>>>>>
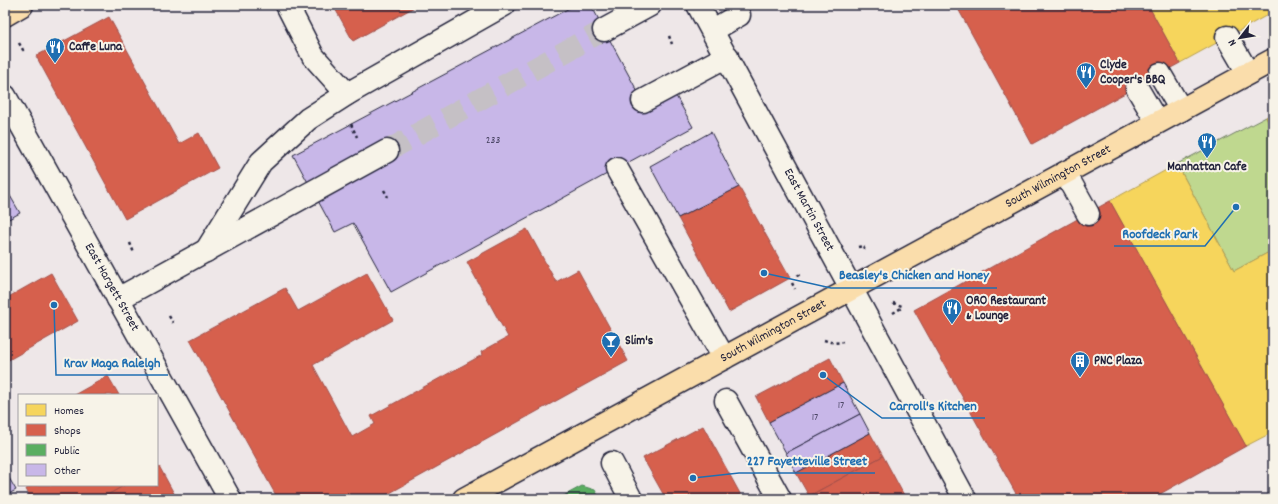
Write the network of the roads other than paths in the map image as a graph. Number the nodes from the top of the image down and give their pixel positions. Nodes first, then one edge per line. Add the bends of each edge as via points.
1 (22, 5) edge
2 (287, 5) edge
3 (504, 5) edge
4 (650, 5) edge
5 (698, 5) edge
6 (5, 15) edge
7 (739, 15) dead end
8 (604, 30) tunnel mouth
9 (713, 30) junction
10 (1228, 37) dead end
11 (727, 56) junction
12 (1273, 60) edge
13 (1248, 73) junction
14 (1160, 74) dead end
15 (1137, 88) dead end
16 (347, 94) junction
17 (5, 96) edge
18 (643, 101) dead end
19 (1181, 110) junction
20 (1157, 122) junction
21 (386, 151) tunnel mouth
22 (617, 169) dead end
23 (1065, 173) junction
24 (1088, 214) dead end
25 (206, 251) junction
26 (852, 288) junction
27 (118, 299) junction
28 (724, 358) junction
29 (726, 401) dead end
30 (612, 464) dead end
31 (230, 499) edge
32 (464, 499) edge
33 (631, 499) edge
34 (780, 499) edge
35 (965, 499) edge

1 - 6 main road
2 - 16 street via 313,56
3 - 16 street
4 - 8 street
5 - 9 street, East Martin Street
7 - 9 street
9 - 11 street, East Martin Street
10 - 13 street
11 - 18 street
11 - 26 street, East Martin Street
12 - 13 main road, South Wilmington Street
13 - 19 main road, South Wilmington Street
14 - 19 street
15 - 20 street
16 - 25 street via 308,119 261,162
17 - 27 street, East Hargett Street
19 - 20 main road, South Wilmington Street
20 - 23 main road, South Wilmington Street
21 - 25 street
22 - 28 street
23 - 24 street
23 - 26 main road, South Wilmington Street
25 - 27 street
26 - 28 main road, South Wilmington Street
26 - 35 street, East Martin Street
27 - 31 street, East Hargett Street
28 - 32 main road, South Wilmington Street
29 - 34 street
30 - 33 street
<<<<<
#### Work instructions
Determine how many lines in the listing above contain "tunnel", giving the number and no other words.

#### Response to the task
2